Он трубно высморкался в ладонь и, отерев её о траву, повёл рассказ дальше со свойственной пожилым людям прерывистой неспешностью, как бы подразумевающей дальнейшие вопросы и ответы или ещё что-нибудь соучастное:
– Фадеев, между прочим, был единственным, кто на заседании Комитета по Сталинским премиям голосовал против моей кандидатуры. Но всё равно присудили мне, поскольку не его мнение там было главным – задарма только оскандалился… Думаете, почему он покончил с собой? А потому что тоже стало страшно, как Толстому. Хотя у него был другой страх: позлее, чем у графинчика. Как говорится, иное время, иное бремя, но без причины несчастий не приключается. Фадеев же способствовал посадкам о-о-очень многих советских писателей. И травлю устраивал ещё большему количеству людей. А при Хрущёве эти товарищи стали один за другим возвращаться из лагерей. Вот у Сашки в пятьдесят шестом году волей-неволей совесть и взыграла. Умрётся – всё минется, так он рассудил. «Трудно жить с окровавленными руками», – говорил всем. Официальной причиной потом назвали самоубийство из-за алкоголизма. Хотя на самом деле за несколько дней до смерти он прекратил пьянку и начал готовить прощальные письма. А после и – того… кончил себя, спасаясь от страха и срамоты. В Переделкине, на даче, пригласил сторожа, угостил того водкой, а сам выпил стакан простокваши; потом разделся, лёг на кровать и жахнул себе в сердце из нагана, который сохранил ещё с Гражданской. Днём в комнату заглянул его малолетний сын Миша и увидел батьку мёртвым. Рядом – записка: «Ну вот, всё и кончено. Прощай. Саша». Ещё – письмо, надписанное: «В ЦК КПСС». Хрущёва в том письме Фадеев назвал «самодовольным нуворишем от великого ленинского учения» и высказал, что от таких можно ожидать худшего, чем от Сталина, поскольку Иосиф Виссарионыч был хотя бы образованным человеком, а эти – невежды… Хрущёву, само собой, стало обидно – думаю, по его указанию и пропечатали в газетах, что Сашка порешил себя из-за водки. Прежде ни о ком такого не писали открытым текстом, хотя пивали деятели культуры и похлеще… А вскоре после фадеевских похорон среди писателей пошла разгуливать эпиграмма Наума Коржавина:
Проснулась совесть, и раздался выстрел:
Естественный конец соцреалиста.
Он покачал головой:
– Насчёт соцреализма – это Коржавин, конечно, перехлестнул. Нельзя так обобщать и всех мазать одной краской. Но писатели тоже люди, в конце концов. Есть такая черта у нашего народа: любит огульное охаиванье… Эх-хе-хе, горя много, а погибель одна, только нет после неё покаянья!

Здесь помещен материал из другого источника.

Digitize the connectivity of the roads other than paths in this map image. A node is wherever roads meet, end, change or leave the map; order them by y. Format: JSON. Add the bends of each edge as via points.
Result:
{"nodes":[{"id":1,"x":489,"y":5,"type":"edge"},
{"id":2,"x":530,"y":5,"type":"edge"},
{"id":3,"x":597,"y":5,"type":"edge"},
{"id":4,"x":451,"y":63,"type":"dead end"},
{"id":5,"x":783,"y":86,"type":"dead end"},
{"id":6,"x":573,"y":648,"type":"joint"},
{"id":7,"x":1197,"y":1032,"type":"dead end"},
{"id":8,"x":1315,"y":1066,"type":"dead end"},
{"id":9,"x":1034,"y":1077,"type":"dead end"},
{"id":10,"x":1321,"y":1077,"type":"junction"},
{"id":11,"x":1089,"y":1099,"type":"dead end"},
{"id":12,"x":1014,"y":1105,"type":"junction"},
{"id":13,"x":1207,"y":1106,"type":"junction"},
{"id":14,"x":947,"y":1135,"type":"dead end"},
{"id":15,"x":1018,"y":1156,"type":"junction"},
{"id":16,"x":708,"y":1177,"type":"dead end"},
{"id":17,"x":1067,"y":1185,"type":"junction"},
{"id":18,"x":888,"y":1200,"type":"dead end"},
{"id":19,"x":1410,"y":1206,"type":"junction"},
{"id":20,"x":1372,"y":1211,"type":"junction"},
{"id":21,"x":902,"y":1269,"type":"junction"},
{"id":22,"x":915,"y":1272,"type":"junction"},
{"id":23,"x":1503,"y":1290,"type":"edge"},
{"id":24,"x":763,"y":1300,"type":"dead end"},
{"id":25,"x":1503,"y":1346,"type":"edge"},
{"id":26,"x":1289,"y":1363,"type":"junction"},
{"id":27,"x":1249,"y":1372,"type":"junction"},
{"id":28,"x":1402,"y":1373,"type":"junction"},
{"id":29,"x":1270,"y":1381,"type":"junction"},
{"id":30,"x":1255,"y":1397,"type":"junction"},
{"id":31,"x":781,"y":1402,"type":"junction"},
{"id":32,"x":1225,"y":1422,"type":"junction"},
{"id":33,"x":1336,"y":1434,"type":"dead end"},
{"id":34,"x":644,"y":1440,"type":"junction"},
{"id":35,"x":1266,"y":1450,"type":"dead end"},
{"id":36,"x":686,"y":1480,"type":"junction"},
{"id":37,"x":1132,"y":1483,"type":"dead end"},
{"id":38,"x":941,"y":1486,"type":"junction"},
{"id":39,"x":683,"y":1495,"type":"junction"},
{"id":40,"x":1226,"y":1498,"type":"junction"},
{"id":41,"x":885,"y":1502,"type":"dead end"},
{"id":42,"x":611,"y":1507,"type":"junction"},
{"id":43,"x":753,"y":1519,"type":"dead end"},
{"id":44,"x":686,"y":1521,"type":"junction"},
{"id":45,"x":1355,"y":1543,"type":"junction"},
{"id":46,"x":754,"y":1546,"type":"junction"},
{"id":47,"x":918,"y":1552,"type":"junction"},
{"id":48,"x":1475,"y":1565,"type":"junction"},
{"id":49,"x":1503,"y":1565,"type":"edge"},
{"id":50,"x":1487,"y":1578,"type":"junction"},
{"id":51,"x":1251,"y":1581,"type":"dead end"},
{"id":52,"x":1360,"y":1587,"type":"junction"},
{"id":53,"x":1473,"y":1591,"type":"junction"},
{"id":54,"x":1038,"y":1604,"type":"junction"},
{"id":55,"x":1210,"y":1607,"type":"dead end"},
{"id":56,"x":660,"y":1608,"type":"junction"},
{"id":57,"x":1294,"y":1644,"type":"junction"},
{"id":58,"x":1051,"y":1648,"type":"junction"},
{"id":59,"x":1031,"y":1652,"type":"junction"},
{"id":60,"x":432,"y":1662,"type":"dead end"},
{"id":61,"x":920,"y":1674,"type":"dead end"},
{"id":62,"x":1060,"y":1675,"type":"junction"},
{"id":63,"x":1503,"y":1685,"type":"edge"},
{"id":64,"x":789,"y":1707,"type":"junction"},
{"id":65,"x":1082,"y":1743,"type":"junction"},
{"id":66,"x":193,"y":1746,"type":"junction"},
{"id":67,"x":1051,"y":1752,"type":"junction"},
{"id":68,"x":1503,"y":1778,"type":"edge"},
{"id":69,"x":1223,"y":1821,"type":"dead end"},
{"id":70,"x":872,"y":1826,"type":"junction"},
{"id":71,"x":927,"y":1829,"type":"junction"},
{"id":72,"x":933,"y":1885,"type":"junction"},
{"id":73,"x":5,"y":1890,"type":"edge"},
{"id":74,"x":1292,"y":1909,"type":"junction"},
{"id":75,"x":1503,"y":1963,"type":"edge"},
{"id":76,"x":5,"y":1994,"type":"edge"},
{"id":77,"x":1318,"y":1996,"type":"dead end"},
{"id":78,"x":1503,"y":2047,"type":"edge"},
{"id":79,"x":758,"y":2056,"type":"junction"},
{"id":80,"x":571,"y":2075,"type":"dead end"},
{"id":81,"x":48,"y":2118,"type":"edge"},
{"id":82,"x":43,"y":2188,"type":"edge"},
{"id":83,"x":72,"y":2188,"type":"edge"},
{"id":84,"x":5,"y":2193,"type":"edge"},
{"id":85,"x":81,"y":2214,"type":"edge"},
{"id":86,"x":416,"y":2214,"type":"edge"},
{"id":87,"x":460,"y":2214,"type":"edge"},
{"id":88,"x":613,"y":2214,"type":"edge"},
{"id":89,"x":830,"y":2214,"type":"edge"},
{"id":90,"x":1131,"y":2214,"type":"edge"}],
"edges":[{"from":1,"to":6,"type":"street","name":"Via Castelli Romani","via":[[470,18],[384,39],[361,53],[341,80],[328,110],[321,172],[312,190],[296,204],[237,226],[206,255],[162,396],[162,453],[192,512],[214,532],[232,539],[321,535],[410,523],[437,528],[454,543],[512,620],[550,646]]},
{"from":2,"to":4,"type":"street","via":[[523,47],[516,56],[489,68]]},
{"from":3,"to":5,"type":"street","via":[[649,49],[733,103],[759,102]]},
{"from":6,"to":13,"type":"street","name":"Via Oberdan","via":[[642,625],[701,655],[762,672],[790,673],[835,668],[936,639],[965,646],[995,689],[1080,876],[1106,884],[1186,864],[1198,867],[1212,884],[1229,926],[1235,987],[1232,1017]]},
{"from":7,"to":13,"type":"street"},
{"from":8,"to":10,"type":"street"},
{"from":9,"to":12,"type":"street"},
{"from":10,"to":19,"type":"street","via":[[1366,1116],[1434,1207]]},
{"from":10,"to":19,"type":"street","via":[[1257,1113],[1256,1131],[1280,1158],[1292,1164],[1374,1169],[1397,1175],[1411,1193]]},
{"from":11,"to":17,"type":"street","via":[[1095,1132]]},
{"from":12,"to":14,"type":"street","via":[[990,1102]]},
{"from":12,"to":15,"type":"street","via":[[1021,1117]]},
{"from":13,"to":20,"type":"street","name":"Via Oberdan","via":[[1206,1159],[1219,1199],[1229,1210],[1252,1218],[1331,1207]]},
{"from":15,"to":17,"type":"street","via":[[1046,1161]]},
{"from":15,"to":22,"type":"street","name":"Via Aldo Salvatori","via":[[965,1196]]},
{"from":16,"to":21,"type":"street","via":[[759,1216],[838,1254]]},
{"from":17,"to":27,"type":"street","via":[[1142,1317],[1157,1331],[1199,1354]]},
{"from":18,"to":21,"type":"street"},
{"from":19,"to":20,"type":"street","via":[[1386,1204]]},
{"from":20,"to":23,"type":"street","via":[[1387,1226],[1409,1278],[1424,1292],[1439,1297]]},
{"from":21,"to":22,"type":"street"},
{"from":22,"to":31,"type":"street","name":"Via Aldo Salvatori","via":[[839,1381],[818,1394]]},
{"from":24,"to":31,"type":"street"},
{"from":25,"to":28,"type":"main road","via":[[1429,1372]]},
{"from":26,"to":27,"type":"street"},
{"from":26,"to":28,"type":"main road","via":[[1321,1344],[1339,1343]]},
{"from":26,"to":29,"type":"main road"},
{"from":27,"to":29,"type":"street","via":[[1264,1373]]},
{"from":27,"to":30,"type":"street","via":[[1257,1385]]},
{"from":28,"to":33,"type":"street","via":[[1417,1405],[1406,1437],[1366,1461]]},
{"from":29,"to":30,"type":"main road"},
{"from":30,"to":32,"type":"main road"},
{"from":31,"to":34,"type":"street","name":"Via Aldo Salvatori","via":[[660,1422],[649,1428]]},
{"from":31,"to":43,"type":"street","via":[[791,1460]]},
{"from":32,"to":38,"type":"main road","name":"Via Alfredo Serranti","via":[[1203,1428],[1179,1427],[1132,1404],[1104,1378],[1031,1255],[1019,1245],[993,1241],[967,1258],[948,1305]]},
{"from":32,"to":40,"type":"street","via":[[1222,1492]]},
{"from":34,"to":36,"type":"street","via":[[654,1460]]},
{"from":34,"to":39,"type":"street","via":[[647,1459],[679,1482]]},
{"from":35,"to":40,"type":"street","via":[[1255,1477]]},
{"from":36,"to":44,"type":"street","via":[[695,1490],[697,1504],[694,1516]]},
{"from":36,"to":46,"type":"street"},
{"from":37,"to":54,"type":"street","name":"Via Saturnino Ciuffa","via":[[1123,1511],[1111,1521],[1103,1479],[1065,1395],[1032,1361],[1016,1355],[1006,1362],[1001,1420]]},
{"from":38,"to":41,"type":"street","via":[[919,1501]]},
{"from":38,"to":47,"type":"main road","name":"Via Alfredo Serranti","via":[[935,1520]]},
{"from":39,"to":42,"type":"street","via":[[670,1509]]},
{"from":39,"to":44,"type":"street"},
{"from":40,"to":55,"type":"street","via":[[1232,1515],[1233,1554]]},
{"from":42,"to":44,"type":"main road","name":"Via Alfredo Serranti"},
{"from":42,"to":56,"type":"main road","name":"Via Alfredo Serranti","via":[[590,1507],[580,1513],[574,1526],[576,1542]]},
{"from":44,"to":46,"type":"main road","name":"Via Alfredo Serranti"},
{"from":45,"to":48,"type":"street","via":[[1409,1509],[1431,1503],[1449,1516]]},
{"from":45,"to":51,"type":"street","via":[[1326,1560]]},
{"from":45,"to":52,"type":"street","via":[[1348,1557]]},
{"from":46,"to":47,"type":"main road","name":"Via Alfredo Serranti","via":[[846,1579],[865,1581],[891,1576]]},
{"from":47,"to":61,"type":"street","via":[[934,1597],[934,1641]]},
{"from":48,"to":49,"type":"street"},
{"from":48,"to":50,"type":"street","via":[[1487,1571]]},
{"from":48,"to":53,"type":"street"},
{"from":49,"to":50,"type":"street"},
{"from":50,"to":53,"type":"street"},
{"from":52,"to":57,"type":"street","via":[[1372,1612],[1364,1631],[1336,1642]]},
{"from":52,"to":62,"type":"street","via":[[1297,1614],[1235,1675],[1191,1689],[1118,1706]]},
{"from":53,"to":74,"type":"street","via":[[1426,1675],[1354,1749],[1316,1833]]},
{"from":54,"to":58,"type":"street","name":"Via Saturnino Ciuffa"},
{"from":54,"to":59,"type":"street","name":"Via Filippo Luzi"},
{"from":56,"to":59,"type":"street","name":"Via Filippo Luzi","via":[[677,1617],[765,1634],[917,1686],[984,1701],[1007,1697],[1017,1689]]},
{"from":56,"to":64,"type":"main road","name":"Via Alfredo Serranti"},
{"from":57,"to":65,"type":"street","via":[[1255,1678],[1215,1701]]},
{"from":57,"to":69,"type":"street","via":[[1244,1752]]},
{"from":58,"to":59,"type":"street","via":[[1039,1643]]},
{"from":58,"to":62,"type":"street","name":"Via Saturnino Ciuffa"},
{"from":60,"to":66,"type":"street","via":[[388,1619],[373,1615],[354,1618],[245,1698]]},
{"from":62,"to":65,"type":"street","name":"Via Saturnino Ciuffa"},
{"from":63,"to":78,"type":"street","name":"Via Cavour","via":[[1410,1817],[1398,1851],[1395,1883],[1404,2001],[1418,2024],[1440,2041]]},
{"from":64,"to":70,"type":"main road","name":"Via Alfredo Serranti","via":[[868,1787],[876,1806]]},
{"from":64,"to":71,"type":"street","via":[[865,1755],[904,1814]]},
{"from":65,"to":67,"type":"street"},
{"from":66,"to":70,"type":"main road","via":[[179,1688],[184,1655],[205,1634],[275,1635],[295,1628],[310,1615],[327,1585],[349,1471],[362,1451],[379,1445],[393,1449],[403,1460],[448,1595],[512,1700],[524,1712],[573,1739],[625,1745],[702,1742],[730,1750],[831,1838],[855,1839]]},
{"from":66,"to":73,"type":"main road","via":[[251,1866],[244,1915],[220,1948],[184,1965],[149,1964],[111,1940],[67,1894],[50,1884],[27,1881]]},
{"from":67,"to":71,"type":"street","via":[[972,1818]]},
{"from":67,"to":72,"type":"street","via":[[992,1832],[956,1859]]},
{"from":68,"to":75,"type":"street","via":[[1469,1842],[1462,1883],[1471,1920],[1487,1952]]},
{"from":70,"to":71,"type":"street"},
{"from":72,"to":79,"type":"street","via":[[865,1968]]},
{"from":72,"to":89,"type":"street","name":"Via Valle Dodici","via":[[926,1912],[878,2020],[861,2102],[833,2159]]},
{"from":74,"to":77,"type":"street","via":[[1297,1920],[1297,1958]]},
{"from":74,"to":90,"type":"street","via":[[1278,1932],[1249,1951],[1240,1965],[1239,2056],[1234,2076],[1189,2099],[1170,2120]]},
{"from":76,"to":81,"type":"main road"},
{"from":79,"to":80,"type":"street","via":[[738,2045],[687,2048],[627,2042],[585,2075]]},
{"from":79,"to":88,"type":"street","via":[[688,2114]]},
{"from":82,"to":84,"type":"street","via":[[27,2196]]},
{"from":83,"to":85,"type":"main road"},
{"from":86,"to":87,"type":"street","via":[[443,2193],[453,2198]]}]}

– Так вы ведь, Михаил Лексаныч, тоже просили высшей меры для Синявского и Даниэля, – вставил я.
– Ну, это единственный случай, да и времена в ту пору уже настали совсем не те, чтобы приговаривать писателей к высшей мере. Однако я не отказываюсь от своей гиперболы, которую, заметь, не по-за спинами чужими прошушукал, а заявил с трибуны двадцать третьего съезда партии. Они – настоящие враги советской власти, литературные оборотни. Не зря для публикации за бугром взяли себе псевдонимы: Николай Аржак и Абрам Терц. Чисто перевертни! Следом за такими, как они, поддаются поветрию и нормальные писатели, обезьянничают. Не понимаю я этих псевдонимов: только шкура подколодная, которой есть чего бояться, скрывает свою фамилию, а нормальному автору это зачем? Однако идут на поводу у чуждых тенденций даже те, кто зла умышлять не собираются. К примеру, национальность свою укрыть за псевдонимом – это разве доблесть? Ладно ещё, когда такие, как Даниэль и Синявский стали Аржаком и Терцем, да ещё Саша Гинзбург превратился в Александра Галича, но зачем Роберт Петкевич перекрестился в Рождественского, Эдуард Асадьянц – в Асадова, Давид Кауфман – в Самойлова, а Юрий Визборас – в Визбора? Глупость и слабодушие… А всё эти слюнявские-даниели, они во главе течения встали, как ни крути. Они-то страну и подточили до полного развала, что жуки древесные. А какая страна была! Могучая! Гордая! И, между прочим, больше никогда я к высшей мере не призывал с трибуны. Наоборот, казаков наших, вёшенских, из лап энкаведешников вызволял не раз… До речи, и Синявский был у меня в друзьях. Только не тот, который космополит, а другой, ростовский. И мой заодно – двойной, стало быть, однофамилец.